An Introduction to Heart Disease

The heart is an amazing organ- every second of every hour of every day of every year of our (and our pets’) lives it must continually keep pumping blood around our bodies. If it misses even just a few beats it has a dramatic effect on us. Imagine lifting a small dumbbell every second, for 24 hours a day for the rest of your life, and if you stop for more than a minute you will die. The heart truly is an outstanding evolutionary achievement.

The Doberman can suffer from heart disease

And yet most of us know so little about it. We’re dimly aware there are two parallel circulatory systems to the lungs and body, and that each beat is triggered by a “pacemaker”, but beyond that we expect that little miracle to keep on working, without us even being aware of it most of the time.

We can divide up problems we see in the heart into a number of broad failure categories:

  • electrical impulse generation and conduction
  • heart muscle
  • heart valves
  • heart anatomy

Electrical problems commonly come about as a result of the usual pacemaker going awry – instead of generating a signal every half second or so it pulses more or less frequently, or in a chaotic rhythm. Sometimes a secondary pacemaker can start to generate a second competing signal leading to very confused heart muscles! Occasionally the circuitry of the heart can fail and the signal does not propagate correctly through it.

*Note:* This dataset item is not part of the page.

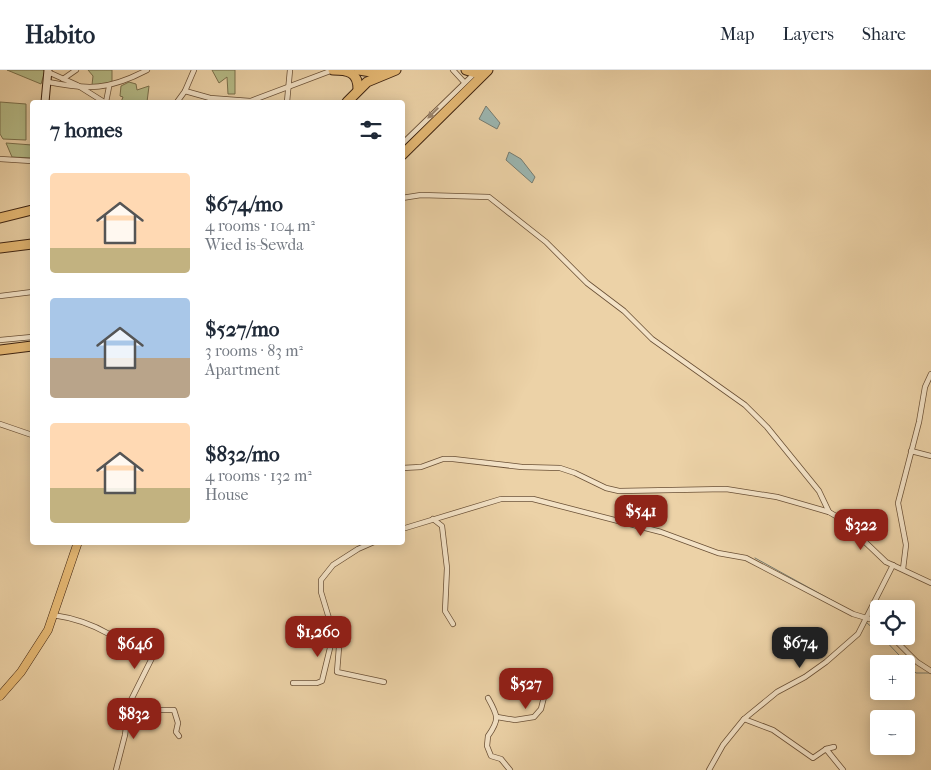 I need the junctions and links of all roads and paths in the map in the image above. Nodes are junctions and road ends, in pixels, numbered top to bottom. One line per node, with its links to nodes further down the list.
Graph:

Heart muscle problems are the major cause of human heart attacks. Atherosclerosis – a thick fatty scarring layer – builds up in arteries and when a clot forms or gets stuck, it prevents oxygenated blood reaching the muscles, so they stop, and bits die off. Myocardial (muscle / heart) ischaema (=starvation of oxygen) is why we human have heart attacks. Our pets luckily don’t tend to suffer from atherosclerosis, so “heart attacks” as we know them in humans very rarely occur in animals. However, clots can and do occasionally cause myocardial ischaemia. Heart muscle problems in animals broadly divide into two camps- over and under development. Over development, or hypertrophic cardiomyopathy, occurs when the heart muscle becomes inflated like a body builder’s muscle- usually due to having been made to work too hard; cats with an overactive thyroid commonly have this problem. Like a body builder, the muscle becomes less flexible, and hence less able to pump blood. Under development, or dilatative cardiomyopathy, is a problem where the heart muscle becomes weak and floppy; it’s generally a genetic problems, and most commonly seen in breeds like the Dobermann.

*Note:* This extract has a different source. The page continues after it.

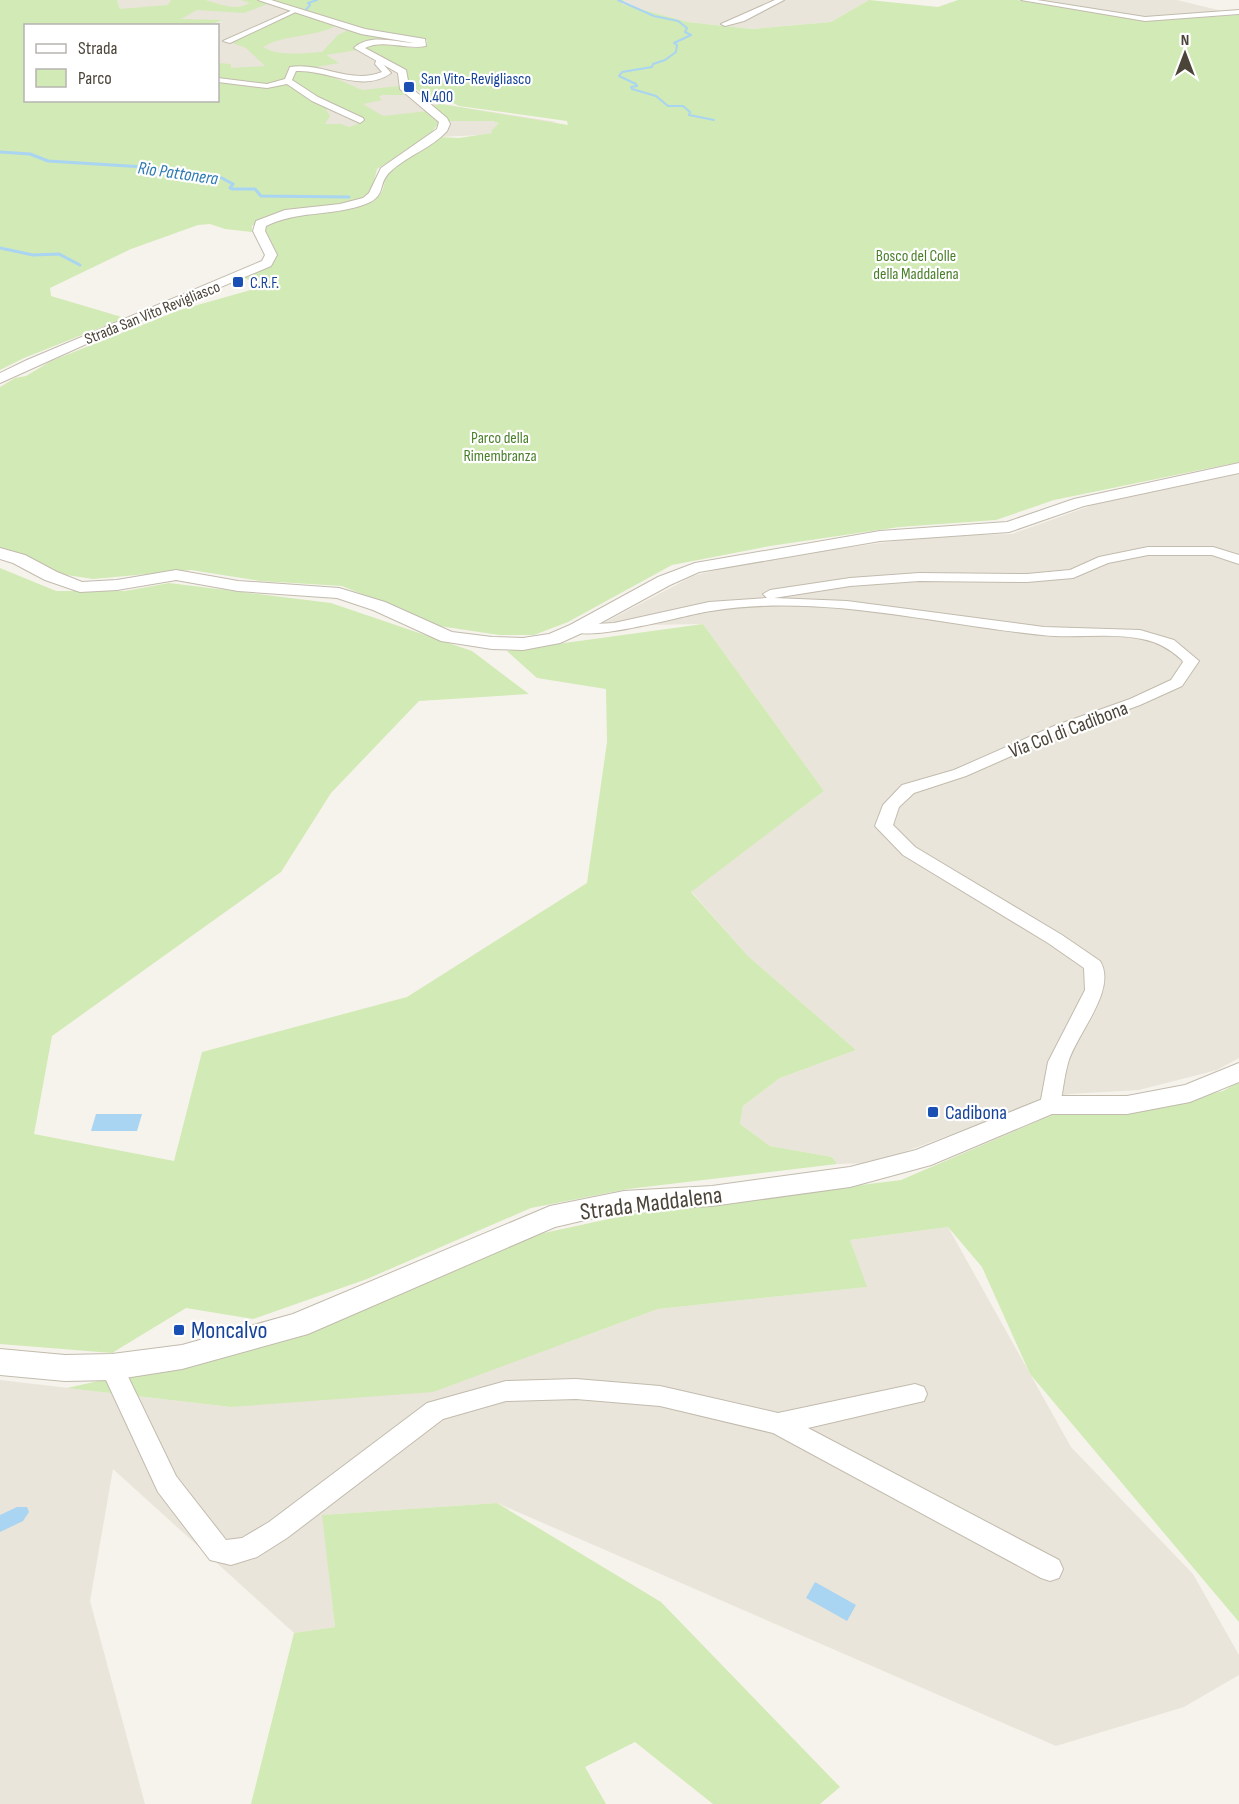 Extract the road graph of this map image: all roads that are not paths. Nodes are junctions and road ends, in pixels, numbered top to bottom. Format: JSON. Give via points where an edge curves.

All mechanisms can wear out, and heart valves are no exception. Some breeds such as Cavalier King Charles are prone to early genetically driven valvular degeneration, or diseases such as septicaemia can lead to bacterial valvular endocarditis- infection on the heart valve causing it to break down and become leaky. When the valve stops working properly, blood sloshes back through the valve under pressure, rather than forward to where it was supposed to go. Not only do organs then become starved of oxygenated blood, but the back pressure this causes leads to ballooning of heart chambers, and overpressure in tissues leading to oedema, or swelling. In people this is classically around the ankles- in pets we see a build up of fluid in the abdomen for right sided failure. Left sided heart failure leads to overpressure in the lungs and so we see fluid build up in the lungs causing breathlessness, coughing and exercise intolerance.

Heart anatomical problems such as hole in the heart or a narrow aorta (aortic stenosis e.g. Boxers) lead to all kinds of problems- mixing of oxygenated and deoxygenated blood, backflow of blood, excessive pressure required to pump blood forward etc.

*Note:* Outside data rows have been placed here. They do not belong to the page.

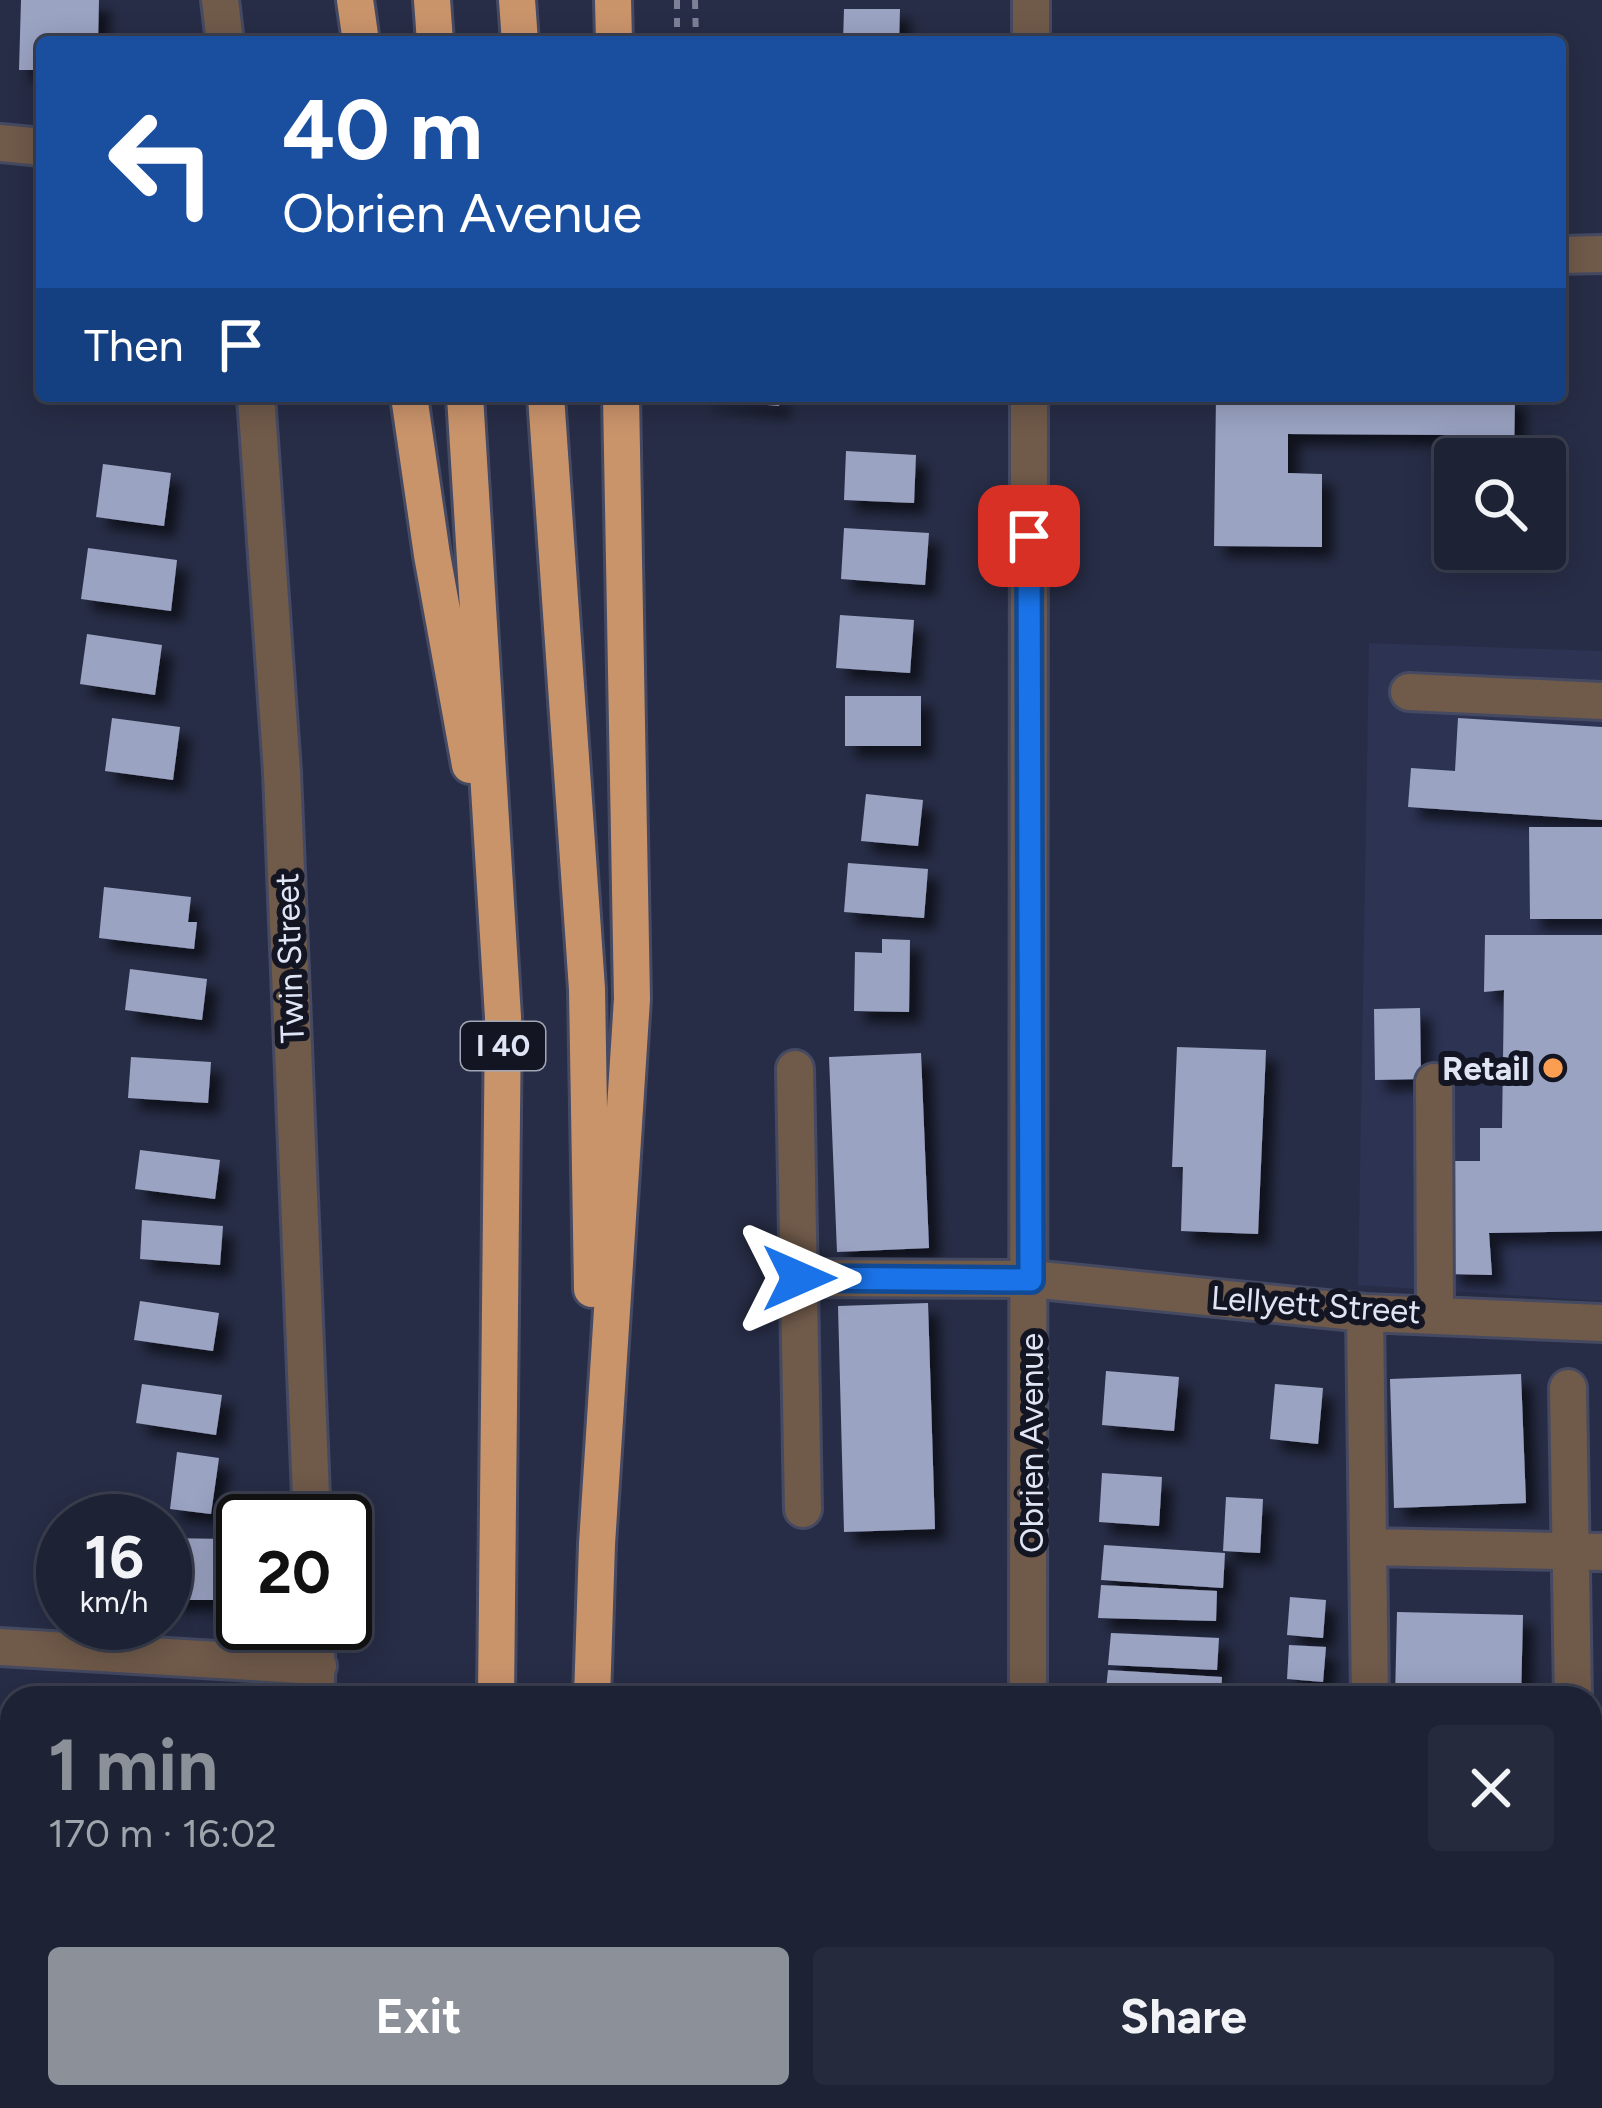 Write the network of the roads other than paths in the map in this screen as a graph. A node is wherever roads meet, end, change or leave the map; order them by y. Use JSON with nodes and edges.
{"nodes":[{"id":1,"x":220,"y":0,"type":"edge"},
{"id":2,"x":355,"y":0,"type":"edge"},
{"id":3,"x":431,"y":0,"type":"edge"},
{"id":4,"x":517,"y":0,"type":"edge"},
{"id":5,"x":613,"y":0,"type":"edge"},
{"id":6,"x":1031,"y":0,"type":"edge"},
{"id":7,"x":224,"y":36,"type":"edge"},
{"id":8,"x":360,"y":36,"type":"edge"},
{"id":9,"x":434,"y":36,"type":"edge"},
{"id":10,"x":520,"y":36,"type":"edge"},
{"id":11,"x":614,"y":36,"type":"edge"},
{"id":12,"x":1031,"y":36,"type":"edge"},
{"id":13,"x":0,"y":143,"type":"edge"},
{"id":14,"x":36,"y":146,"type":"edge"},
{"id":15,"x":1602,"y":254,"type":"edge"},
{"id":16,"x":1566,"y":255,"type":"edge"},
{"id":17,"x":256,"y":402,"type":"edge"},
{"id":18,"x":410,"y":402,"type":"edge"},
{"id":19,"x":465,"y":402,"type":"edge"},
{"id":20,"x":546,"y":402,"type":"edge"},
{"id":21,"x":621,"y":402,"type":"edge"},
{"id":22,"x":1029,"y":402,"type":"edge"},
{"id":23,"x":1408,"y":692,"type":"dead end"},
{"id":24,"x":1602,"y":701,"type":"edge"},
{"id":25,"x":499,"y":927,"type":"junction"},
{"id":26,"x":795,"y":1069,"type":"dead end"},
{"id":27,"x":1434,"y":1082,"type":"dead end"},
{"id":28,"x":799,"y":1278,"type":"junction"},
{"id":29,"x":1031,"y":1280,"type":"junction"},
{"id":30,"x":1365,"y":1312,"type":"junction"},
{"id":31,"x":1435,"y":1313,"type":"junction"},
{"id":32,"x":1602,"y":1323,"type":"edge"},
{"id":33,"x":1568,"y":1388,"type":"dead end"},
{"id":34,"x":311,"y":1494,"type":"edge"},
{"id":35,"x":803,"y":1509,"type":"dead end"},
{"id":36,"x":597,"y":1544,"type":"junction"},
{"id":37,"x":1369,"y":1547,"type":"junction"},
{"id":38,"x":1585,"y":1551,"type":"edge"},
{"id":39,"x":0,"y":1647,"type":"edge"},
{"id":40,"x":316,"y":1650,"type":"edge"},
{"id":41,"x":317,"y":1682,"type":"edge"},
{"id":42,"x":496,"y":1686,"type":"edge"},
{"id":43,"x":592,"y":1686,"type":"edge"},
{"id":44,"x":1028,"y":1686,"type":"edge"},
{"id":45,"x":1370,"y":1686,"type":"edge"},
{"id":46,"x":1574,"y":1686,"type":"edge"}],
"edges":[{"from":1,"to":7,"type":"street"},
{"from":2,"to":8,"type":"highway"},
{"from":3,"to":9,"type":"highway"},
{"from":4,"to":10,"type":"highway"},
{"from":5,"to":11,"type":"highway"},
{"from":6,"to":12,"type":"street"},
{"from":13,"to":14,"type":"street"},
{"from":15,"to":16,"type":"street"},
{"from":17,"to":34,"type":"street","name":"Twin Street"},
{"from":18,"to":25,"type":"highway"},
{"from":19,"to":25,"type":"highway","number":"I 40"},
{"from":20,"to":36,"type":"highway","number":"I 40"},
{"from":21,"to":36,"type":"highway"},
{"from":22,"to":29,"type":"street","name":"Obrien Avenue"},
{"from":23,"to":24,"type":"street"},
{"from":25,"to":42,"type":"highway","number":"I 40"},
{"from":26,"to":28,"type":"street"},
{"from":27,"to":31,"type":"street"},
{"from":28,"to":29,"type":"street","name":"Lellyett Street"},
{"from":28,"to":35,"type":"street"},
{"from":29,"to":30,"type":"street","name":"Lellyett Street"},
{"from":29,"to":44,"type":"street","name":"Obrien Avenue"},
{"from":30,"to":31,"type":"street","name":"Lellyett Street"},
{"from":30,"to":37,"type":"street"},
{"from":31,"to":32,"type":"street","name":"Lellyett Street"},
{"from":33,"to":38,"type":"street"},
{"from":36,"to":43,"type":"highway","number":"I 40"},
{"from":37,"to":38,"type":"street"},
{"from":37,"to":45,"type":"street"},
{"from":38,"to":46,"type":"street"},
{"from":39,"to":41,"type":"street"},
{"from":40,"to":41,"type":"street"}]}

The heart is marvellous at compensating for these problems- it pumps faster or harder, retains fluid to maintain blood pressure and alters a whole host of hormones and electrical activity to maintain that all important blood flow. When it stops being able to cope, we call that “decompensation”, and early treatment can put this moment off for as long as possible.

What can we do to diagnose heart problems?

Abnormal sounds in the heart (murmurs), problems in heart rate and rhythm can be picked up with a stethoscope, but a good clinical examination to look for signs of heart failue such as weak pulses or a congested chest are essential. Blood tests for heart damage enzymes (proBNP and Troponin) help but can pick up false positives and miss true positives. A heart scan by an experienced operator is a great way of assessing blood flow, heart muscle health and cardiac anatomy and is essential in most cases. An electrocardiogram (ECG) can detect problems with electrical conduction, and plain xrays or even 3d xrays (CT scan) can help us to understand problems.

Ultimately treatment needs to be aimed at solving existing problems e.g. diuretics to reduce fluid in coughing, and to reduce the speed at which the problem gets worse e.g. pimobendan for dogs with valvular heart disease. Rarely a drug such as digoxin can be used to correct a problem such as an abnormal heart rhythm. The recent EPIC trial for congestive heart failure suggests early treatment in asympotmatic dogs can increase the number of quality life years they have ahead of them

A careful approach is needed to work out the exact problem with the exact blend of diagnostic tools before reaching a treatment decision- heart disease is complicated!